In this era of ever-growing crises across the world, how might machines help journalists and scholars look across the landscape of domestic television news within countries like Russia to understand their visual narrative landscapes to understand how the nations of the world are visually telling the planet's biggest stories each day and the kinds of imagery, framing, metaphors, contextualizations and visual storytelling they are using? In other words, what stories are Russian media covering and what are they saying about them? As globe-spanning crises continue to multiply, it is imperative that journalists and scholars be able to better understand the visual public information environment driving the global citizenry in the same way that they today examine its spoken word and written coverage. How might the latest generation of multimodal image embedding models allow us to examine the visual storytelling of an entire television broadcast and semantically cluster, visualize and even search in ways that allow us to understand the deeper visual patterns underlying what it is covering and how?
For this exploration, we'll examine a 30 minute segment of Russia 1 that includes a complex blend of topics, color schemes, visual presentation styles and narrative methods and which covers several different major stories of the week, presenting an ideal test of visual landscape assessment. How might visual landscape analyses help us make sense of the visual dimensions of this broadcast?
To explore this question, we'll use what's known as a multimodal embedding. Such embedding models accept either an image or a short textual passage and generate a numeric vector representation. Critically, unlike text-only or image-only embeddings, multimodal embeddings use a combined semantic embedding space for both text and images, meaning the resulting embedding vectors can be used to textually search images through rich natural language descriptions.
Here we'll use GCP's Vertex AI Multimodal Embedding model. This model has several additional advantages for our use case in that it implicitly performs a kind of OCR on imagery such that an image depicting a cat will result in an embedding highly similar to an image that contains just the textual word "cat" spelled out in the image.

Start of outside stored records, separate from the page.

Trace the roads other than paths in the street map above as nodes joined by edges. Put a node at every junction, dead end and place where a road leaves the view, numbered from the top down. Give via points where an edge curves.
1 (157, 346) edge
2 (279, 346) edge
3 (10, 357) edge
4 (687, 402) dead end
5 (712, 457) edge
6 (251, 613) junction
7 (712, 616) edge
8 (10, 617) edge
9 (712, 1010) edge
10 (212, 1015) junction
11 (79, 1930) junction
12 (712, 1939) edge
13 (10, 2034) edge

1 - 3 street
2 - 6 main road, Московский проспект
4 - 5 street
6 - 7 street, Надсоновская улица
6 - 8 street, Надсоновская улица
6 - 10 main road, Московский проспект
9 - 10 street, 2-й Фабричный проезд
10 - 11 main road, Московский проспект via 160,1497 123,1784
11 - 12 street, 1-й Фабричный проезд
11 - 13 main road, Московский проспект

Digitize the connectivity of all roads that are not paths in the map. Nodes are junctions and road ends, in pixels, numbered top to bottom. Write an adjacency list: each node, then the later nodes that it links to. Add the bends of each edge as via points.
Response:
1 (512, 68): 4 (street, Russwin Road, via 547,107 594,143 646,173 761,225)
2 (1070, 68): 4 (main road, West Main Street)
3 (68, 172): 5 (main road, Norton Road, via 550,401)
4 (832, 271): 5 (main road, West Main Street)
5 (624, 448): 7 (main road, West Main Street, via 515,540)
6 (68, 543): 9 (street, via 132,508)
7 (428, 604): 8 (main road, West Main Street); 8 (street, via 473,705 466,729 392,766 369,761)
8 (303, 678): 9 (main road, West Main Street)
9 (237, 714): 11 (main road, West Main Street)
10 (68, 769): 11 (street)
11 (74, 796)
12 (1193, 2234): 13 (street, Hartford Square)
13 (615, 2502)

This means that an image of an aircraft carrier will be grouped closely with an image with a chyron announcing "aircraft carriers heading to the gulf" and an image of President Biden will be grouped closely with a chyron-bearing image discussing "Biden gives address at White House" and so on. Operationally, as a hosted embedding API, we don't need a powerful GPU cluster, we can run on any ordinary computing hardware.
The first step is to create embedding representations for each of the one-every-four-seconds preview images of the broadcast. Given that the Multimodal Embedding model automatically resizes images down to 512×512 pixels, let's reduce total bandwidth and processing time and perform the resizing ourselves:
time find ./RUSSIA1_20231017_130000_Vesti/*.jpg | parallel --eta 'convert {} -resize 512x512\> {.}.resized.jpg'
Then we'll download our embedding script and run it across all of the images. Adjust the number of parallel jobs based on your quota (defaults to 120 per minute):
wget https://storage.googleapis.com/data.gdeltproject.org/blog/2023-multimodalembeddingexperiments/exp_makeimageembed_vertex.pl chmod 755 *.pl time find ./RUSSIA1_20231017_130000_Vesti/*.resized.jpg | parallel --eta -j 1 './exp_makeimageembed_vertex.pl {}'
At this point we have one embedding file per image, so we'll merge them together and at the same time reformat them slightly to make them quicker and easier to load into our notebook in a moment:
wget https://storage.googleapis.com/data.gdeltproject.org/blog/2023-multimodalembeddingexperiments/exp_makeimageembed_vertex_mergeembeddings.pl chmod 755 *.pl time ./exp_makeimageembed_vertex_mergeembeddings.pl ./RUSSIA1_20231017_130000_Vesti wc -l RUSSIA1_20231017_130000_Vesti.embeds.json
For those that want to skip creating the embeddings themselves, we've made the final embeddings available for download below, showcasing what the results look like:
Now we're ready to visualize and analyze the results.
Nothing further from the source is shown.